Ziklag in Fausset's Bible Dictionary
A city in southern Judah, associated with Chesil and Hormah
(Joshua 15:31; Joshua 19:5; 1 Chronicles 4:30). Lieut.
Conder identifies it with Zehleika or Khirbet Zuheilikah in
the middle of the plain N. of Beersheba, 200 miles square,
just where the narrative concerning David would lead us to
look for it. The ruins are on three small hills, forming an
equilateral triangle, almost half a mile apart; among the
ruins are several cisterns. Simeon possessed it. Assigned by
Achish king of Gath to David, for the Philistines had taken
it.
Thence David went up against the Geshurites,
Gezrites, and Amalekites (1 Samuel 27:8-9; 1 Samuel 30:14; 1
Samuel 30:26), for these tribes occupied the plateau
overhanging the Philistine plain to the W. and wady Murreh
to the S. He resided there a year and four months; it was
there he received daily new accessions of forces (1
Chronicles 12:1-20), and heard of Saul's death (2 Samuel
1:1; 2 Samuel 4:10); thence he went to Hebron (2 Samuel
2:1).
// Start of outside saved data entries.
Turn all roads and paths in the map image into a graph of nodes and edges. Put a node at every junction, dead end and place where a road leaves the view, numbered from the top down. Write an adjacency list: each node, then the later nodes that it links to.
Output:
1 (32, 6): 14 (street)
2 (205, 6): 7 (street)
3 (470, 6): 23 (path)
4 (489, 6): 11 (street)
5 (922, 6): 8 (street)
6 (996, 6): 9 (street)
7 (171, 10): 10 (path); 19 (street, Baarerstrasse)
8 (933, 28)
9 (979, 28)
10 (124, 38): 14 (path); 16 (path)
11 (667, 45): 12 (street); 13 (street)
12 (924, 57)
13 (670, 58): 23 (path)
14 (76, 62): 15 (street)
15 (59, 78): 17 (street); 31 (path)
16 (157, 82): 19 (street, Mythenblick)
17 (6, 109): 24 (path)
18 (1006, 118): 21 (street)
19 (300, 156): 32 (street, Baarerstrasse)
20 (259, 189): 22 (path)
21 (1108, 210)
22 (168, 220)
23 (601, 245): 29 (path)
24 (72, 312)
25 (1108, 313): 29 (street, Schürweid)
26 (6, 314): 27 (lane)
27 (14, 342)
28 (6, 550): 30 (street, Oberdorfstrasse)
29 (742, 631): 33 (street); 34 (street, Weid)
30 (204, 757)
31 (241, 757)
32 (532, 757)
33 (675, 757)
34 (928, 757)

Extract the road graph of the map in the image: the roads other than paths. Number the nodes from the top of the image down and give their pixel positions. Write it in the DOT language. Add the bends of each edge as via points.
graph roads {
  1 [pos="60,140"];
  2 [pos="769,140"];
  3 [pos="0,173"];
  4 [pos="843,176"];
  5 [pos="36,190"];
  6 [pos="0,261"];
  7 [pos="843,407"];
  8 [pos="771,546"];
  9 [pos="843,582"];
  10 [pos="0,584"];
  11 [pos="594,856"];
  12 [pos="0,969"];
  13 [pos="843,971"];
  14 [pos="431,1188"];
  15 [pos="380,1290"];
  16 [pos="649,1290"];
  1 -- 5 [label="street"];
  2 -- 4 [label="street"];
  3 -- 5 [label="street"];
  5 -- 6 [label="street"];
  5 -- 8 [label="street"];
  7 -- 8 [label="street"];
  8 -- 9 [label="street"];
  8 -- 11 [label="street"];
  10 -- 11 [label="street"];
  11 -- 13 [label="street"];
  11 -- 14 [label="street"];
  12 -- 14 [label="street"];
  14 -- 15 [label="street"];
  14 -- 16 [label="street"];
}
Thus Ziklag lay at the confines of Philistia, Judah,
and Amalek. Its position probably was in the open country,
pastoral and amble, reached from the S. after passing out of
wady er Ruheibeh. The term used in 1 Samuel 30:11 is "the
field (sadeh) of the Philistines"; sadeh is applied to the
country of Amalek (Genesis 14:7). Reoccupied after the
Babylonian captivity by the men of Judah (Nehemiah 11:28).